What you are asked to do: Go through the listing below and show each line that has the word "lane".
++++++++++
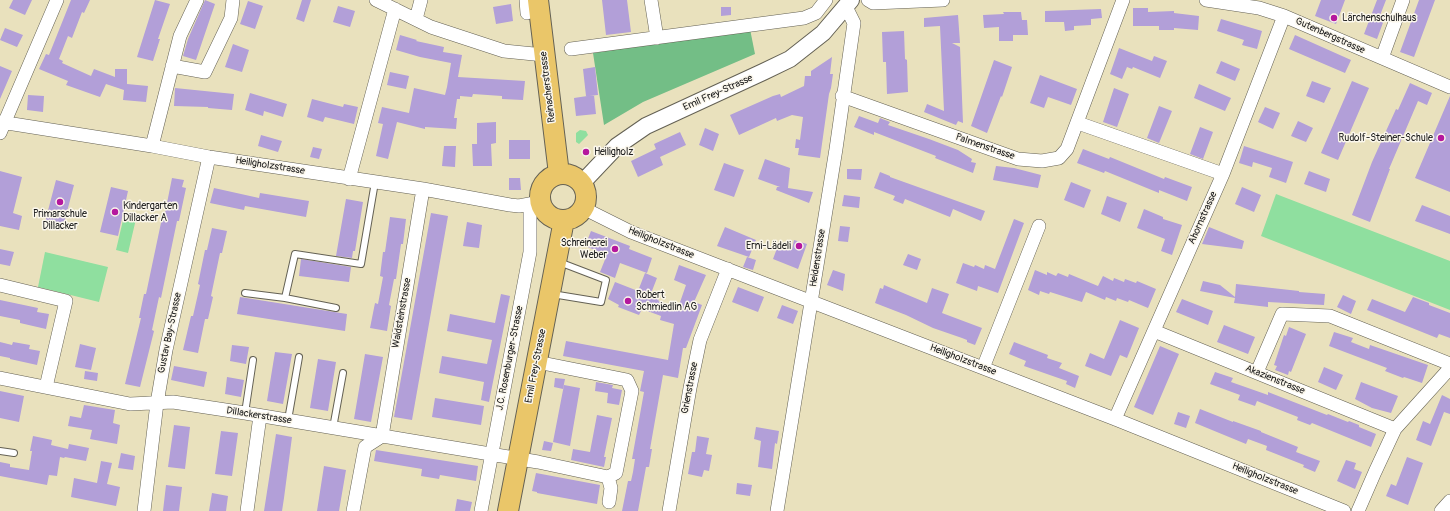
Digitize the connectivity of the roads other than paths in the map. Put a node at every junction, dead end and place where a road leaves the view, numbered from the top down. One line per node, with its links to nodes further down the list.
1 (57, 0): 27 (street)
2 (197, 0): 23 (street)
3 (233, 0): 23 (street)
4 (376, 0): 16 (street)
5 (420, 0): 18 (street)
6 (526, 0): 15 (street)
7 (651, 0): 19 (street)
8 (826, 0): 19 (street)
9 (868, 0): 10 (street)
10 (943, 0)
11 (1123, 0): 26 (street, Palmenstrasse)
12 (1206, 0): 17 (street, Gutenbergstrasse)
13 (1403, 0): 22 (street)
14 (848, 4): 25 (street, Heidenstrasse); 34 (street, Emil Frey-Strasse)
15 (532, 7): 21 (main road, Reinacherstrasse)
16 (395, 9): 18 (street); 32 (street)
17 (1284, 16): 22 (street, Gutenbergstrasse); 31 (street, Ahornstrasse)
18 (416, 19): 21 (street)
19 (657, 38): 20 (street)
20 (571, 49)
21 (544, 55): 30 (main road, Reinacherstrasse)
22 (1382, 58): 24 (street, Gutenbergstrasse)
23 (172, 66): 28 (street)
24 (1450, 87)
25 (842, 96): 26 (street, Palmenstrasse); 46 (street, Heidenstrasse)
26 (1078, 123): 31 (street)
27 (2, 126): 28 (street, Heiligholzstrasse)
28 (152, 146): 29 (street, Heiligholzstrasse)
29 (209, 157): 32 (street, Heiligholzstrasse); 59 (street, Gustav Bay-Strasse)
30 (559, 174): 34 (main road); 36 (main road)
31 (1222, 174): 48 (street, Ahornstrasse)
32 (349, 179): 33 (street, Heiligholzstrasse)
33 (375, 182): 35 (street, Heiligholzstrasse); 45 (lane)
34 (582, 183): 37 (main road)
35 (423, 189): 36 (street, Heiligholzstrasse); 66 (street, Waidsteinstrasse)
36 (535, 204): 38 (main road); 69 (street, J.C. Rosenburger-Strasse)
37 (583, 208): 38 (main road); 41 (street, Heiligholzstrasse)
38 (564, 220): 40 (main road, Emil Frey-Strasse)
39 (1039, 226): 53 (street)
40 (556, 262): 44 (main road, Emil Frey-Strasse); 44 (lane)
41 (728, 269): 46 (street, Heiligholzstrasse); 79 (street, Grienstrasse)
42 (0, 284): 58 (street)
43 (245, 293): 45 (lane)
44 (550, 294): 51 (main road, Emil Frey-Strasse)
45 (285, 298): 47 (lane)
46 (810, 301): 53 (street, Heiligholzstrasse); 80 (street, Heidenstrasse)
47 (336, 308)
48 (1154, 331): 55 (street, Akazienstrasse); 62 (street, Ahornstrasse)
49 (299, 357): 63 (lane)
50 (253, 360): 60 (lane)
51 (537, 362): 70 (main road, Emil Frey-Strasse); 71 (street)
52 (1450, 364): 55 (street)
53 (983, 368): 62 (street, Heiligholzstrasse)
54 (1450, 368): 65 (street)
55 (1257, 372): 65 (street, Akazienstrasse)
56 (343, 373): 64 (lane)
57 (0, 378): 58 (street, Dillackerstrasse)
58 (46, 387): 59 (street, Dillackerstrasse)
59 (157, 403): 60 (street, Dillackerstrasse); 74 (street, Gustav Bay-Strasse)
60 (245, 413): 61 (street, Dillackerstrasse)
61 (260, 416): 63 (street, Dillackerstrasse); 75 (street)
62 (1115, 418): 81 (street, Heiligholzstrasse)
63 (288, 420): 64 (street, Dillackerstrasse)
64 (333, 428): 66 (street, Dillackerstrasse)
65 (1396, 429): 82 (street)
66 (382, 436): 69 (street, Dillackerstrasse); 76 (street)
67 (0, 450): 68 (lane)
68 (14, 453)
69 (491, 455): 70 (street, Dillackerstrasse); 77 (street, J.C. Rosenburger-Strasse)
70 (519, 460): 71 (street, Dillackerstrasse); 78 (main road, Emil Frey-Strasse)
71 (608, 477): 73 (street)
72 (1450, 500): 83 (street)
73 (609, 502)
74 (144, 511)
75 (246, 511)
76 (353, 511)
77 (481, 511)
78 (508, 511)
79 (669, 511)
80 (777, 511)
81 (1344, 511)
82 (1358, 511)
83 (1441, 511)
++++++++++
Task answer:
33 (375, 182): 35 (street, Heiligholzstrasse); 45 (lane)
40 (556, 262): 44 (main road, Emil Frey-Strasse); 44 (lane)
43 (245, 293): 45 (lane)
45 (285, 298): 47 (lane)
49 (299, 357): 63 (lane)
50 (253, 360): 60 (lane)
56 (343, 373): 64 (lane)
67 (0, 450): 68 (lane)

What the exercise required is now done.